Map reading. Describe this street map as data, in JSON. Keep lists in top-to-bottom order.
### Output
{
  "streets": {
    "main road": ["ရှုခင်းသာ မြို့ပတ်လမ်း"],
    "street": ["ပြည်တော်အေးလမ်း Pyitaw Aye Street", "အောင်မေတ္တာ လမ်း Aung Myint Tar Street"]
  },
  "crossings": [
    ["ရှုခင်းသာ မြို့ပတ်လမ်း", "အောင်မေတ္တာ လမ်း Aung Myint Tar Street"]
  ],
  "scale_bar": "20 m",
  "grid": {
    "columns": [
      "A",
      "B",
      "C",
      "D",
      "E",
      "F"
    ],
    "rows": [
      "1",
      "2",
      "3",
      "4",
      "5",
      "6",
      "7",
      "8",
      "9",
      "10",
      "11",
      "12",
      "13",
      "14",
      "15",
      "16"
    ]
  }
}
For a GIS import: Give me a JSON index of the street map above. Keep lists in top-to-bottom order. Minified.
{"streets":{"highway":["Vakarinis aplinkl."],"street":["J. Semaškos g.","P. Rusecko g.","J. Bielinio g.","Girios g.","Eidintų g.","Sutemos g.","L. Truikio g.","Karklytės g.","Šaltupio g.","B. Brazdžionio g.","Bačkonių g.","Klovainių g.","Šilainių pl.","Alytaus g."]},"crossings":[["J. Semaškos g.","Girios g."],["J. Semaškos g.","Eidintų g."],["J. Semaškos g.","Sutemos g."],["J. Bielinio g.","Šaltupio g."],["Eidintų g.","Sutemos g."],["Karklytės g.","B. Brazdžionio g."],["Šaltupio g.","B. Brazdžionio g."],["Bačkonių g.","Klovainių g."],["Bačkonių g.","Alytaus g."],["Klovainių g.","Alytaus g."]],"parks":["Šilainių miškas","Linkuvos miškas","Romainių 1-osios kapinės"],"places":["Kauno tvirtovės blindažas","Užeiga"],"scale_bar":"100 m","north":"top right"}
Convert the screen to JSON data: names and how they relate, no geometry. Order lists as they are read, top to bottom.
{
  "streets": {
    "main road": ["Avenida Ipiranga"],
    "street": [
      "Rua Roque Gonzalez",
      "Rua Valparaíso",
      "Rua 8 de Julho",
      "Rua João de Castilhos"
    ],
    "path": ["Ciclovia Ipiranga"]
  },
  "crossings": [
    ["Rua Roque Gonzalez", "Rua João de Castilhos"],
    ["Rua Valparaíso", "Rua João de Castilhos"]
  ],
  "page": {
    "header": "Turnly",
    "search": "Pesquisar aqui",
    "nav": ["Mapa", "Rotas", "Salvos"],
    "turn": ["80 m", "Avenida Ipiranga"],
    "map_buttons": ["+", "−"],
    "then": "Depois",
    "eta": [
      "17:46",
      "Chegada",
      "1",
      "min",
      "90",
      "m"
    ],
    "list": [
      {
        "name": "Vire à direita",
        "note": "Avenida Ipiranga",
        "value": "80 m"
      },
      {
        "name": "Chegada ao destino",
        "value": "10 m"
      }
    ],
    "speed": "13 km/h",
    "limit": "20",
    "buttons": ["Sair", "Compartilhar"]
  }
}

★ ★ ★ ★ ★

### Work required
Scan the material above. Extract every line in which the word "Gonzalez" occurs.

### Written solution
      "Rua Roque Gonzalez",
    ["Rua Roque Gonzalez", "Rua João de Castilhos"],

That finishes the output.